Brief: From the records below, pull each line that has "This".

[Collected data]
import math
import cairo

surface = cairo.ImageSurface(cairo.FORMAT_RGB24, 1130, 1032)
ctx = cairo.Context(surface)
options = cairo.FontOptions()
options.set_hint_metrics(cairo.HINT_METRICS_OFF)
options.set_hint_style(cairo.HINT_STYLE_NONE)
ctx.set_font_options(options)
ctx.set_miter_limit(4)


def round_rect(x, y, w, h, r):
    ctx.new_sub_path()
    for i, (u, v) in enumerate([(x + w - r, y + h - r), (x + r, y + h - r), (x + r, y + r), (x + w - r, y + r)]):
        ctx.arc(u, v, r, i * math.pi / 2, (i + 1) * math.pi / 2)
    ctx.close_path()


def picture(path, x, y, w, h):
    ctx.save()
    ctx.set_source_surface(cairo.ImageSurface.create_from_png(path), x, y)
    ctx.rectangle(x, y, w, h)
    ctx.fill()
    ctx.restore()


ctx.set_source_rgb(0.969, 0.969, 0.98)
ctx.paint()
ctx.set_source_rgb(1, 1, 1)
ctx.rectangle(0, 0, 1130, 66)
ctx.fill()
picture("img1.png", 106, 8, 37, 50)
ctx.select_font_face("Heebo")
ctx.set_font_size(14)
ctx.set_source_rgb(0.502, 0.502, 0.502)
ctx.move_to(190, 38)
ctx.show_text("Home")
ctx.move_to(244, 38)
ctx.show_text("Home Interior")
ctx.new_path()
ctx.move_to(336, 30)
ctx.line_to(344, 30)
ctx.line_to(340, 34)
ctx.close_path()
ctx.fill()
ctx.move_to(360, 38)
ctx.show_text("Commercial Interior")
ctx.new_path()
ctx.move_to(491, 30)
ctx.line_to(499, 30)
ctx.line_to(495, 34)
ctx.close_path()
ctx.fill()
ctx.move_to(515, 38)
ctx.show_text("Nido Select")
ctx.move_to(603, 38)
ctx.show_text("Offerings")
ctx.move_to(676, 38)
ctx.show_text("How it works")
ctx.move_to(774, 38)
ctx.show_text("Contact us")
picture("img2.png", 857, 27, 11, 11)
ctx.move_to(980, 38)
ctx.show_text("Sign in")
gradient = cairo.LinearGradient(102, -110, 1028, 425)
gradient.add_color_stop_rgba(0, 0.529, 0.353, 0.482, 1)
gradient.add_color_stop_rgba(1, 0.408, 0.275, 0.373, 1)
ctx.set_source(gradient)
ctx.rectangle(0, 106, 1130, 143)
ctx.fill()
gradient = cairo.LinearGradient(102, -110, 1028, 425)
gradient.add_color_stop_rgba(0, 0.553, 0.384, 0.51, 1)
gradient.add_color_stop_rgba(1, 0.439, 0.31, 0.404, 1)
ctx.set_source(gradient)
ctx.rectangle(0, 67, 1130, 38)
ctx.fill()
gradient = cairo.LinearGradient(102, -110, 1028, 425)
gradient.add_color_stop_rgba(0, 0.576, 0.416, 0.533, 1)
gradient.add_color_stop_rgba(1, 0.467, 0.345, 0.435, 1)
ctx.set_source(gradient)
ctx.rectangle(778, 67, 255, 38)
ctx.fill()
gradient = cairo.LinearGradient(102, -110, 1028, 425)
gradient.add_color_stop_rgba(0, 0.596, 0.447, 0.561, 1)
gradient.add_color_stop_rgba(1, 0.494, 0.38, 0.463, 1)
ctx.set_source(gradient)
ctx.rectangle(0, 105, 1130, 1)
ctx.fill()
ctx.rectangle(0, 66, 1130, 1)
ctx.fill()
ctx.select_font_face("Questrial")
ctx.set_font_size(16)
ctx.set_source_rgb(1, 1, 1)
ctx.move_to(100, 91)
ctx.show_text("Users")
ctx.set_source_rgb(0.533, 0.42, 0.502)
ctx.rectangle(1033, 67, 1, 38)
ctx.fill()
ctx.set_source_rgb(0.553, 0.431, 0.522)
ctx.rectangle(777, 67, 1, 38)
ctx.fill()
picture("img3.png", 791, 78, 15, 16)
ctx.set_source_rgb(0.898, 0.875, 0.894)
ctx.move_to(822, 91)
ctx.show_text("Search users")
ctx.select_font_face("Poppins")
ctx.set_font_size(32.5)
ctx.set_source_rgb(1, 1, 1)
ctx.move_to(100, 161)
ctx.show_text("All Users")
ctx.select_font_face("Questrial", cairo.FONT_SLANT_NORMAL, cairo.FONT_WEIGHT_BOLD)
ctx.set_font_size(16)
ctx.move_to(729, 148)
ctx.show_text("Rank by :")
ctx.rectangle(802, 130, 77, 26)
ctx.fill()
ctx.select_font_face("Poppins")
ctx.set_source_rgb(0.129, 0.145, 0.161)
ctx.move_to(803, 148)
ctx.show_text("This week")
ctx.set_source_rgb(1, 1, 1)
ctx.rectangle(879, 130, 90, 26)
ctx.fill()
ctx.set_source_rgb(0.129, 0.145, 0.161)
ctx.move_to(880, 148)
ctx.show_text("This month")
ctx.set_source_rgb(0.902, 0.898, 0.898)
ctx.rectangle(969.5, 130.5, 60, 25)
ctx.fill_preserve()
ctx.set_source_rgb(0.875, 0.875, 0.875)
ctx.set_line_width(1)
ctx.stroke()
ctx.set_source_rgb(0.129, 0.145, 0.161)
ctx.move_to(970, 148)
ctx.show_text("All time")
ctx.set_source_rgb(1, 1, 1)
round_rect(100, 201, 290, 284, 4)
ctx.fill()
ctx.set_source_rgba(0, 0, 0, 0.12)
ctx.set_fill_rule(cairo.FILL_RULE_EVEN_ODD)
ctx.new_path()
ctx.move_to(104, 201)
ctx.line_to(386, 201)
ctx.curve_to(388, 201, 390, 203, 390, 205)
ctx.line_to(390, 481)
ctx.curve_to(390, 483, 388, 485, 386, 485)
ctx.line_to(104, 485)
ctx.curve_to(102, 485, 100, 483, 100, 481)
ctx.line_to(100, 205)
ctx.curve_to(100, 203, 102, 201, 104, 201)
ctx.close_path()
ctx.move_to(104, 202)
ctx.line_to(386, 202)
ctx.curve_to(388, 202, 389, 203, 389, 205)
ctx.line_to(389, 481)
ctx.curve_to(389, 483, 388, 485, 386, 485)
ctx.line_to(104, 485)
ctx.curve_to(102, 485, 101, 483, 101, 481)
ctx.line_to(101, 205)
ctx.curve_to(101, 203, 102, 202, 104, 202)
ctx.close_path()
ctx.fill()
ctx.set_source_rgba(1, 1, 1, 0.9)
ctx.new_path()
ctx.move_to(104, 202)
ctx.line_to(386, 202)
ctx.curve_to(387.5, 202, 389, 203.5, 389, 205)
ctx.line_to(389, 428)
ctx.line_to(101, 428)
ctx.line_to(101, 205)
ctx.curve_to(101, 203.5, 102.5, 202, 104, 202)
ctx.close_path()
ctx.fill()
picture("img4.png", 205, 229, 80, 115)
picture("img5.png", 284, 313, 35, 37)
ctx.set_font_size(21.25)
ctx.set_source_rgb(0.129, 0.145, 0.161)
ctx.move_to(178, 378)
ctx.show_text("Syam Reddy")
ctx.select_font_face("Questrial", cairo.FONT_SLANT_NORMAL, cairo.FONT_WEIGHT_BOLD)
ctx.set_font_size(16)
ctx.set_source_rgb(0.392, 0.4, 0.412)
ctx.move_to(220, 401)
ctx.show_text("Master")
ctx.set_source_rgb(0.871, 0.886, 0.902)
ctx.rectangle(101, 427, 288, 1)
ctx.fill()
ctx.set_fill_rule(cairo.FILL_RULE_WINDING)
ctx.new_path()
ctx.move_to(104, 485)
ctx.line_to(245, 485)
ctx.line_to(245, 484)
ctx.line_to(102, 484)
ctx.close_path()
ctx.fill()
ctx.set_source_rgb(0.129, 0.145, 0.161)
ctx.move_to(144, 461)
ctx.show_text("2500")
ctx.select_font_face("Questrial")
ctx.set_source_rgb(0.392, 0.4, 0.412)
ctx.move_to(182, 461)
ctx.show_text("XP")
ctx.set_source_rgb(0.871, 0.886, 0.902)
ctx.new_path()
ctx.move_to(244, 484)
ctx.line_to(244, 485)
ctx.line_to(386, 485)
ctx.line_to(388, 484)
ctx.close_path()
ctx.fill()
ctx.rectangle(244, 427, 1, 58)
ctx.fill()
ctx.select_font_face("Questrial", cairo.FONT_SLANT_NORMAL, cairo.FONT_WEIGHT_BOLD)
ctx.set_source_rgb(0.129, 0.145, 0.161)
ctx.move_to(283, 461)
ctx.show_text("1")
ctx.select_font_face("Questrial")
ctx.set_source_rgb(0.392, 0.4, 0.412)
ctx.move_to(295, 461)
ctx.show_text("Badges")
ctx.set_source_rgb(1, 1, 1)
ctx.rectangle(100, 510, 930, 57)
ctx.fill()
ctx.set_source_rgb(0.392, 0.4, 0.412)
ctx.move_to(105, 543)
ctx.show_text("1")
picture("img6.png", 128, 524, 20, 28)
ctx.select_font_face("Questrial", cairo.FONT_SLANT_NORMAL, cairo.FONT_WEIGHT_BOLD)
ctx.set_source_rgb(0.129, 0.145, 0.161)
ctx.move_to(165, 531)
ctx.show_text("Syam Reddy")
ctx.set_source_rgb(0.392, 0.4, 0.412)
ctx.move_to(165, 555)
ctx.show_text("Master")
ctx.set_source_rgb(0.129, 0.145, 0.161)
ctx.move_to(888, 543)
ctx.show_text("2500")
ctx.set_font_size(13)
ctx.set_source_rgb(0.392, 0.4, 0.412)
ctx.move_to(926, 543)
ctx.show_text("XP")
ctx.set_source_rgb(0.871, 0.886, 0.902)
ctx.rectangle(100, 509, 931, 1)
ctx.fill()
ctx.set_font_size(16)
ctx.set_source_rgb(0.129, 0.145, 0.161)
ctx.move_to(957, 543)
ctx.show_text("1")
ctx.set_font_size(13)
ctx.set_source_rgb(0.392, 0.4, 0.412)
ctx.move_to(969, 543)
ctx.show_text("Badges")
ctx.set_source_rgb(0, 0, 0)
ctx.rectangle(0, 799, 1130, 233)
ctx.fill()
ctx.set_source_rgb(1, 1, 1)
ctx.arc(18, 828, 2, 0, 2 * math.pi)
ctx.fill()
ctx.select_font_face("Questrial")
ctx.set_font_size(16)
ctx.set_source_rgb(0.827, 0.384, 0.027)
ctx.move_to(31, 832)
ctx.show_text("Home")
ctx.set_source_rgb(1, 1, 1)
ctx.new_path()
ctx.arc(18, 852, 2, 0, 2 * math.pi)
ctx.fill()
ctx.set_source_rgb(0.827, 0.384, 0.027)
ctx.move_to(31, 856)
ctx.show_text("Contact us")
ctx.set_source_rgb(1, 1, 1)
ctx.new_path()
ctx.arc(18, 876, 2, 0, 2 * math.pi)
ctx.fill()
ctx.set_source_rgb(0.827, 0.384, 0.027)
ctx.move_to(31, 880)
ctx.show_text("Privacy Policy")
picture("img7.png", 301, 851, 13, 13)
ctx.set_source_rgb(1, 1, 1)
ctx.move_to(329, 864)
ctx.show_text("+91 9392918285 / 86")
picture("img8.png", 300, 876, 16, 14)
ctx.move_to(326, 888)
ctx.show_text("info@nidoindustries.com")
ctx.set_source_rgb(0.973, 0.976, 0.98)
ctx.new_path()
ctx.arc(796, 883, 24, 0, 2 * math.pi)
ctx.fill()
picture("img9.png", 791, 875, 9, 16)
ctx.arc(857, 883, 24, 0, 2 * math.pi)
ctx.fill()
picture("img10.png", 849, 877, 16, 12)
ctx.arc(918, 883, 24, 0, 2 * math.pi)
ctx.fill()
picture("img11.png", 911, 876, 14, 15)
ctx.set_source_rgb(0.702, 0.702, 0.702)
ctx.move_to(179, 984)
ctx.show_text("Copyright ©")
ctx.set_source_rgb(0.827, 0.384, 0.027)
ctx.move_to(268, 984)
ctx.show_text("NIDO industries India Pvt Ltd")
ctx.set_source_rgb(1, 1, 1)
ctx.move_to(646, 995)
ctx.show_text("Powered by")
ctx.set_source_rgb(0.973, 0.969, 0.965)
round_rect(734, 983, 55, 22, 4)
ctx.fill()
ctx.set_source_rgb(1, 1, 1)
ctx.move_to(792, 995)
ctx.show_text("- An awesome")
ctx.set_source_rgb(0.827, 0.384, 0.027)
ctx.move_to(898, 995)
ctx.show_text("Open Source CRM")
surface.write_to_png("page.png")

Task result:
ctx.show_text("This week")
ctx.show_text("This month")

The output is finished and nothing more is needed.